Palmer-James-foreign-policy-columnist20
James Palmer

By , a deputy editor at Foreign Policy.


A man in a black T-shirt, black joggers, and an orange construction hat in the middle of a warehouse aisle between rows of a stainless steel sheets rolled up and packaged in bright blue plastic. The claw of a machine lifts one of the rolls overhead as he lifts his head to watch.
A man in a black T-shirt, black joggers, and an orange construction hat in the middle of a warehouse aisle between rows of a stainless steel sheets rolled up and packaged in bright blue plastic. The claw of a machine lifts one of the rolls overhead as he lifts his head to watch.
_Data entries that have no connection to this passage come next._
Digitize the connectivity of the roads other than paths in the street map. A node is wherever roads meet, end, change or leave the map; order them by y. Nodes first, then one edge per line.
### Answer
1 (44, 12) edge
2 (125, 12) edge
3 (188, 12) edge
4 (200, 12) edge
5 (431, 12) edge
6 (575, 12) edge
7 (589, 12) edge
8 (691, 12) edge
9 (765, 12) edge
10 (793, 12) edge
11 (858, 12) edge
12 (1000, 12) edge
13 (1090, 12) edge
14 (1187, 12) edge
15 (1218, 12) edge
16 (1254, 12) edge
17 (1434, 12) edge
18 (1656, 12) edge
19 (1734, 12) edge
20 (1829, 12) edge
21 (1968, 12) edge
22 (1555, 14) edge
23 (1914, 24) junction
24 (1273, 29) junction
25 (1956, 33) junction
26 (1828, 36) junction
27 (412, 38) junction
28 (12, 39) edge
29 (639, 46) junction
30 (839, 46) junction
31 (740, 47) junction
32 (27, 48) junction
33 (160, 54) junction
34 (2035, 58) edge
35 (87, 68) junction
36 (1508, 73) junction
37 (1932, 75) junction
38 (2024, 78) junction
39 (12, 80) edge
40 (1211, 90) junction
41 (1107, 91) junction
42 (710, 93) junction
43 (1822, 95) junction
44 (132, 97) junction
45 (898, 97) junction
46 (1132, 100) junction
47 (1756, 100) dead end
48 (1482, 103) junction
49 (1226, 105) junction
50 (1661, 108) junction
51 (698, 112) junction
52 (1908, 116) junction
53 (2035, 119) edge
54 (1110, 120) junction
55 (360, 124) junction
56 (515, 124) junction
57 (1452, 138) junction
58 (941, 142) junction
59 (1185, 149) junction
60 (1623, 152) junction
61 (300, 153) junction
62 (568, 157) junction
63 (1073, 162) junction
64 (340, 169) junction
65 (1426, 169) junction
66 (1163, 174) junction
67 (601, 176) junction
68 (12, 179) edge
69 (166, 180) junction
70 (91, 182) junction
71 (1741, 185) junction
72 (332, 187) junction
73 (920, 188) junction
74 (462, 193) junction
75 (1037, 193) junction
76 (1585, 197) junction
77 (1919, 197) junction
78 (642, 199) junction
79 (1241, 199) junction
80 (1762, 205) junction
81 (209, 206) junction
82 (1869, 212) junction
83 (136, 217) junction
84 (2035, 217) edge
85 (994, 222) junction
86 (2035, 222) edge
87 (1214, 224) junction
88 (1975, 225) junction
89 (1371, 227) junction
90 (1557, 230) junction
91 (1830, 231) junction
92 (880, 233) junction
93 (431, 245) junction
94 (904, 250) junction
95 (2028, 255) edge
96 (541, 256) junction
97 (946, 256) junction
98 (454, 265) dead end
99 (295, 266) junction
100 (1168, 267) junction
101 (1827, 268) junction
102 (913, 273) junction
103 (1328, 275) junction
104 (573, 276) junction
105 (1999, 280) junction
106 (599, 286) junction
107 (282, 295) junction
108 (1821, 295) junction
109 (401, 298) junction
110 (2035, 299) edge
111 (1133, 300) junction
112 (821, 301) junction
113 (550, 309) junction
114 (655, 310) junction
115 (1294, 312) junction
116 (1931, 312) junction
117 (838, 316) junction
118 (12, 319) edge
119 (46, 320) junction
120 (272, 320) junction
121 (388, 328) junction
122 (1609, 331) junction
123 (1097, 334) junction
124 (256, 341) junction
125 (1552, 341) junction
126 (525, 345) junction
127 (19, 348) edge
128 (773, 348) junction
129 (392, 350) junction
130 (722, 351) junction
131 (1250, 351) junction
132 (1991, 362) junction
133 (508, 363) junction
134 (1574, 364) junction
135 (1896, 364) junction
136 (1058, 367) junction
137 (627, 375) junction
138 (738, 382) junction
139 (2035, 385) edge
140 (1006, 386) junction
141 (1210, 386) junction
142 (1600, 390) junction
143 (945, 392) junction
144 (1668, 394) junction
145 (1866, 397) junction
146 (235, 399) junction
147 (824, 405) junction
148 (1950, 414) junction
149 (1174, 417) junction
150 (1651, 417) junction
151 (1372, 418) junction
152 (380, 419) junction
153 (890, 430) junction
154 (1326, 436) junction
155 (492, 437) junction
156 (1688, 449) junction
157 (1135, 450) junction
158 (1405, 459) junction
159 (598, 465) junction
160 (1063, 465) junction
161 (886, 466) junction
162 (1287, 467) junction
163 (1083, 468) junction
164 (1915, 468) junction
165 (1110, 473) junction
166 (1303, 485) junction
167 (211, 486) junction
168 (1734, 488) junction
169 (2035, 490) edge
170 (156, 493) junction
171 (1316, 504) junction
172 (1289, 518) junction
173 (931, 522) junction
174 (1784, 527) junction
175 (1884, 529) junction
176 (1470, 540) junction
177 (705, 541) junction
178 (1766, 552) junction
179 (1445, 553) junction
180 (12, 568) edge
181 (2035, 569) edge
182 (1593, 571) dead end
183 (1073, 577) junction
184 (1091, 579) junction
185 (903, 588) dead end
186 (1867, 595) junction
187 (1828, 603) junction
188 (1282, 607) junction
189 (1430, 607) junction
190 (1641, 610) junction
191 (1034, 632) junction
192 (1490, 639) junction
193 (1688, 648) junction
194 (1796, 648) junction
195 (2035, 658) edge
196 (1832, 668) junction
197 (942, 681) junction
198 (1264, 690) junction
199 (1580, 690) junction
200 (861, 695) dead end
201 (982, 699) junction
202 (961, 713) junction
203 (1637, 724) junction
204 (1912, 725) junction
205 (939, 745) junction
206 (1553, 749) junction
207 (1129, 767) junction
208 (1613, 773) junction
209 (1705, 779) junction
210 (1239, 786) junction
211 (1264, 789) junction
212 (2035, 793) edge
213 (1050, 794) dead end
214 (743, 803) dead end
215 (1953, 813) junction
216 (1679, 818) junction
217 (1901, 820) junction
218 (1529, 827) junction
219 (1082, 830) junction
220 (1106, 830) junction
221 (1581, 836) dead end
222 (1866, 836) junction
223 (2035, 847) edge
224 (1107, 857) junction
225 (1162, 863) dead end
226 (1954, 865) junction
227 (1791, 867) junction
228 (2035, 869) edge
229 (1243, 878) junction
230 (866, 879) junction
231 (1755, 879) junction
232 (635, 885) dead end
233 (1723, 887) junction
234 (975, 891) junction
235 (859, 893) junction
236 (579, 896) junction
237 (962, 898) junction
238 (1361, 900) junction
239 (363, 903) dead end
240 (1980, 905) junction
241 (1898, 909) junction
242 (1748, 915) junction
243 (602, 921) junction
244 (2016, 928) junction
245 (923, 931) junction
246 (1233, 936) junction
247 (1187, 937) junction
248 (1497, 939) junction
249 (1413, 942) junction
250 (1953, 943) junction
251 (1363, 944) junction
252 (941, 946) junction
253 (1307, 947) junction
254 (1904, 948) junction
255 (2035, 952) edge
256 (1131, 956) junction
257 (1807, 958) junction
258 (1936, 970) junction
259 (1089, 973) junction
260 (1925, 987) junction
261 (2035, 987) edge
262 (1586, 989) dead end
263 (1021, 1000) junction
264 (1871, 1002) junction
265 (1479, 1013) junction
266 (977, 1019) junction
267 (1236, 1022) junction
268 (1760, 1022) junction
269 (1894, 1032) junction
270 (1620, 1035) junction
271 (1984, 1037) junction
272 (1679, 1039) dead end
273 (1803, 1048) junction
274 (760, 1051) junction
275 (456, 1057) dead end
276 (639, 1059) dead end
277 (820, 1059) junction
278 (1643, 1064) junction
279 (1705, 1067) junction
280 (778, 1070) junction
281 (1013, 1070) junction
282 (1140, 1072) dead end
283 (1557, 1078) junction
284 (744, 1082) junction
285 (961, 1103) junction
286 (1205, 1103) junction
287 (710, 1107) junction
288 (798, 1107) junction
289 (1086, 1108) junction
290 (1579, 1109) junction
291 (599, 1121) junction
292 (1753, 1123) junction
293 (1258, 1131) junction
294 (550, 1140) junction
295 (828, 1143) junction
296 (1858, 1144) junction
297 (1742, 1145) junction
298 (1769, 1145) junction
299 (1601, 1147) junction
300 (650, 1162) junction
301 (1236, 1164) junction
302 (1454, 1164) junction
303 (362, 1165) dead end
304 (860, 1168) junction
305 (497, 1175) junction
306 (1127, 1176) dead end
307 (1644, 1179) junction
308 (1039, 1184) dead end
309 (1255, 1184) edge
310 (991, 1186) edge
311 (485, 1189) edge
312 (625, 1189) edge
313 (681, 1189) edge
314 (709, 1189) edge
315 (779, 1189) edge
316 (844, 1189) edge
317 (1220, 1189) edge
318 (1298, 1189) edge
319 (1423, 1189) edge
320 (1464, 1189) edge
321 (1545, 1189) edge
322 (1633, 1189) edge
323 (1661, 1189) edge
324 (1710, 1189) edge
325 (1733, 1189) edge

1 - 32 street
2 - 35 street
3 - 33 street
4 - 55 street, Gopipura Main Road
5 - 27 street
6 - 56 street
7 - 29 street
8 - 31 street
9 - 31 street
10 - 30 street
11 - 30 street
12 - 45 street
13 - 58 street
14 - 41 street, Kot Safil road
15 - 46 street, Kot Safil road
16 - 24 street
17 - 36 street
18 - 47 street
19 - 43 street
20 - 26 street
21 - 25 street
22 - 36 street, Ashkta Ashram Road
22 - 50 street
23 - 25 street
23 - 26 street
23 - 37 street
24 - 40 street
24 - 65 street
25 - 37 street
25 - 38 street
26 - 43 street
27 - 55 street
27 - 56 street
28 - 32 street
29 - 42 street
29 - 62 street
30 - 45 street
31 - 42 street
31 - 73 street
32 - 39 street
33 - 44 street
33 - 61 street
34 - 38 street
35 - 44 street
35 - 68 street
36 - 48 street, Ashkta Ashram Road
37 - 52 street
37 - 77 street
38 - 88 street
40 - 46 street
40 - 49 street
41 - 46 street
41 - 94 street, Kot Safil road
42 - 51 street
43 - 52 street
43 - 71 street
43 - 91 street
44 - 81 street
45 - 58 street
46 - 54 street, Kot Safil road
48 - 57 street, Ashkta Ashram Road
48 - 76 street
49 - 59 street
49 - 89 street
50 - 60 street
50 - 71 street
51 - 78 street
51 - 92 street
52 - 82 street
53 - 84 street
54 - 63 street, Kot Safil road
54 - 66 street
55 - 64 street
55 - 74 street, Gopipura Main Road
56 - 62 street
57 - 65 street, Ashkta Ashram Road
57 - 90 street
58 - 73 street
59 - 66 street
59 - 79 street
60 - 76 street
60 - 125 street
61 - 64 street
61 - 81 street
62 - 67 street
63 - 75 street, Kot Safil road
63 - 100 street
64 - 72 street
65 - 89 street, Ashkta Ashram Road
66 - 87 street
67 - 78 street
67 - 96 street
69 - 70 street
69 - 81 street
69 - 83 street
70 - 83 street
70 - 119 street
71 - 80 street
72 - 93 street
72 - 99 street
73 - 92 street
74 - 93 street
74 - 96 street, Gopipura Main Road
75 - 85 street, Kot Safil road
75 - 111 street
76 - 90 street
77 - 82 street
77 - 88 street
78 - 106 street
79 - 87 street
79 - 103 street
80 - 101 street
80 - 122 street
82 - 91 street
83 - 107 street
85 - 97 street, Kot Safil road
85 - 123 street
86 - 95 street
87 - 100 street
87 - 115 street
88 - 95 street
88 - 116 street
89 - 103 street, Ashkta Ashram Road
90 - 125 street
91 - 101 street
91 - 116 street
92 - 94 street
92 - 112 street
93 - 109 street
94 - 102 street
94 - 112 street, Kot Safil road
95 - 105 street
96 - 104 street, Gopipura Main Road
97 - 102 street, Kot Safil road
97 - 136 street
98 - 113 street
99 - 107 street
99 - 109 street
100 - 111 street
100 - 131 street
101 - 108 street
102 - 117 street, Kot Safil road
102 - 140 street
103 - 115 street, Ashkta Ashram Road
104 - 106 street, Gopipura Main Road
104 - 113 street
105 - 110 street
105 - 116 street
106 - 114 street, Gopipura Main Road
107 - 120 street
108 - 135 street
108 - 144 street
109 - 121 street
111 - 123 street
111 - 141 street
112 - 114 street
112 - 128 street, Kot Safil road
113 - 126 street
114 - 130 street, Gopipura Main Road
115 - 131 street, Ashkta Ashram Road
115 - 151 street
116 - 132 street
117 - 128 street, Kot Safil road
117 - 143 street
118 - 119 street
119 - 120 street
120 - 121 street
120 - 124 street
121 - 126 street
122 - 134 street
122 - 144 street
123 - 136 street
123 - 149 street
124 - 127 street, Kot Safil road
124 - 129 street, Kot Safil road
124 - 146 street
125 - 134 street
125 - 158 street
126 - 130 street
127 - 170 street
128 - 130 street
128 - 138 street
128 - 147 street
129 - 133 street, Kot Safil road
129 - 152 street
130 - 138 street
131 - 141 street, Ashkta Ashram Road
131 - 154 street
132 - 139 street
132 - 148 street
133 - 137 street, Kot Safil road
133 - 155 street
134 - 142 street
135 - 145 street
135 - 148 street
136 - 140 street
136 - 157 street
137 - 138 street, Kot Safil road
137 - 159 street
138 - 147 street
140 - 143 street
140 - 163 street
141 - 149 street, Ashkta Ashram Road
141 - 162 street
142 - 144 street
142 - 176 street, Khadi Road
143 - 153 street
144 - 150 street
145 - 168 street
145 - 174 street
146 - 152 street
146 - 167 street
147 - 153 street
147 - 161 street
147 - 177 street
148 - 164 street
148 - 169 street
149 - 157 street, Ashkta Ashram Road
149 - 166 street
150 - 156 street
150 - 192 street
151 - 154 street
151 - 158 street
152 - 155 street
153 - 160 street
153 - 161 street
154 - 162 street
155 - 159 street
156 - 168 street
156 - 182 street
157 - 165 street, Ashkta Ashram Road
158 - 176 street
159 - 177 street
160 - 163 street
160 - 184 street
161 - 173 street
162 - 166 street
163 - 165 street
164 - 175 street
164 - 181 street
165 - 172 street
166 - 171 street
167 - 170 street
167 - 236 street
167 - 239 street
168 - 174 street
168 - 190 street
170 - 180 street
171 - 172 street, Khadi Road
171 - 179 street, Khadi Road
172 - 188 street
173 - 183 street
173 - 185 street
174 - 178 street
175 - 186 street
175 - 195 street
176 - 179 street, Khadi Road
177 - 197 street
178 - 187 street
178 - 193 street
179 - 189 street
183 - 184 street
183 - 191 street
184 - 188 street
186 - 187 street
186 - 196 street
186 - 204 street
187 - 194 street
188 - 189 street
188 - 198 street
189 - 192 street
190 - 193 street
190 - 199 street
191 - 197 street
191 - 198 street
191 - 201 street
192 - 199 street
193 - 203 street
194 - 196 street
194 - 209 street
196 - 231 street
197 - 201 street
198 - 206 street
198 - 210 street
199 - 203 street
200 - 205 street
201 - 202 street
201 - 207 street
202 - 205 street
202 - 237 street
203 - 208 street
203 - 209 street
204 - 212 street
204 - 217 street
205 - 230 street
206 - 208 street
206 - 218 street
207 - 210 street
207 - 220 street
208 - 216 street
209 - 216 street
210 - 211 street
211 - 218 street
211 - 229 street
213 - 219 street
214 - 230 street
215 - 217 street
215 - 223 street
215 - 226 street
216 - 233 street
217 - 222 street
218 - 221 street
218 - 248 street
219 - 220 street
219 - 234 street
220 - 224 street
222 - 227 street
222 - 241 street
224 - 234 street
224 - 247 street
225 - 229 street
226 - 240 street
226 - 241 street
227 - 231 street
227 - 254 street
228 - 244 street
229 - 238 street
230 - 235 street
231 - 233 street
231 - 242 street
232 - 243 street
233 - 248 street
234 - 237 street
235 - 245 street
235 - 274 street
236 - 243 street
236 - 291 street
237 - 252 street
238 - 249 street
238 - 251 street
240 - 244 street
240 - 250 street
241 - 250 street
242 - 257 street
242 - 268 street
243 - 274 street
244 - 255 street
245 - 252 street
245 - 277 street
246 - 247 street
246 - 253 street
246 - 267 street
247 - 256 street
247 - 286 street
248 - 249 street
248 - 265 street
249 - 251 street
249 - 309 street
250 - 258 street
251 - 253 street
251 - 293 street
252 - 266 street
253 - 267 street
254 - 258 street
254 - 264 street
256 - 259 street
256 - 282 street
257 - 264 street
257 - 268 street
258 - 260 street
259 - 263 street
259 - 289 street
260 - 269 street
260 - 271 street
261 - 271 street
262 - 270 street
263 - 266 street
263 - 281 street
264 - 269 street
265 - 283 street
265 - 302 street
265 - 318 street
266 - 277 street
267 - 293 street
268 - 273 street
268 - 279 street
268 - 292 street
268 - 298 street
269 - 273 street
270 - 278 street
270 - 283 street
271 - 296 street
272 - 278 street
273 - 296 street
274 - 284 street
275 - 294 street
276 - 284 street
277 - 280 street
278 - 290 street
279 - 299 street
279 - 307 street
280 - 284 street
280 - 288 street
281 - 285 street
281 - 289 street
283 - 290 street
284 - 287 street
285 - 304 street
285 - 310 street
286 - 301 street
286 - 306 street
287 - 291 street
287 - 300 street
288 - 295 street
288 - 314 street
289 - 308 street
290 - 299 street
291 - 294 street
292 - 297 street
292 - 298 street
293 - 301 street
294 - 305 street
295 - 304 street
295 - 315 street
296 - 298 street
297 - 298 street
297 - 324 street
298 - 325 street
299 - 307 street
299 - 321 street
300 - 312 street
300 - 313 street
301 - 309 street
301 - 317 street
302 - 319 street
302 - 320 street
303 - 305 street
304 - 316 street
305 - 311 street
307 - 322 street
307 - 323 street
An employee works at a factory producing stainless steel materials in Qingzhou, China, on Oct. 13, 2024. AFP via Getty Images





Welcome to Foreign Policy’s China Brief.

The highlights this week: U.S. tariffs on steel and aluminum aren’t likely to dent China’s dominance of the global market, China could become a more attractive destination for global science talent amid U.S. funding cuts, and Beijing seems to be mounting a full-court press to quash concerns about Chinese-made generic drugs.

Welcome to Foreign Policy’s China Brief.

The highlights this week: U.S. tariffs on steel and aluminum aren’t likely to dent China’s dominance of the global market, China could become a more attractive destination for global science talent amid U.S. funding cuts, and Beijing seems to be mounting a full-court press to quash concerns about Chinese-made generic drugs.


New Tariffs Indirectly Take Aim at China

On Monday, U.S. President Donald Trump announced 25 percent tariffs on steel and aluminum imports to the United States, part of a long-standing trade war aimed at China. The paradox is that China already barely exports steel or aluminum directly to the United States due to tariffs imposed under both Trump and former U.S. President Joe Biden.

However, China’s dominance of the global market—combined with overproduction and deflation at home—means that other countries are now awash in cheap Chinese metals. China produces 54 percent of the world’s steel and nearly 60 percent of global aluminum. Some of that still ends up in the United States after being repackaged by countries such as Vietnam.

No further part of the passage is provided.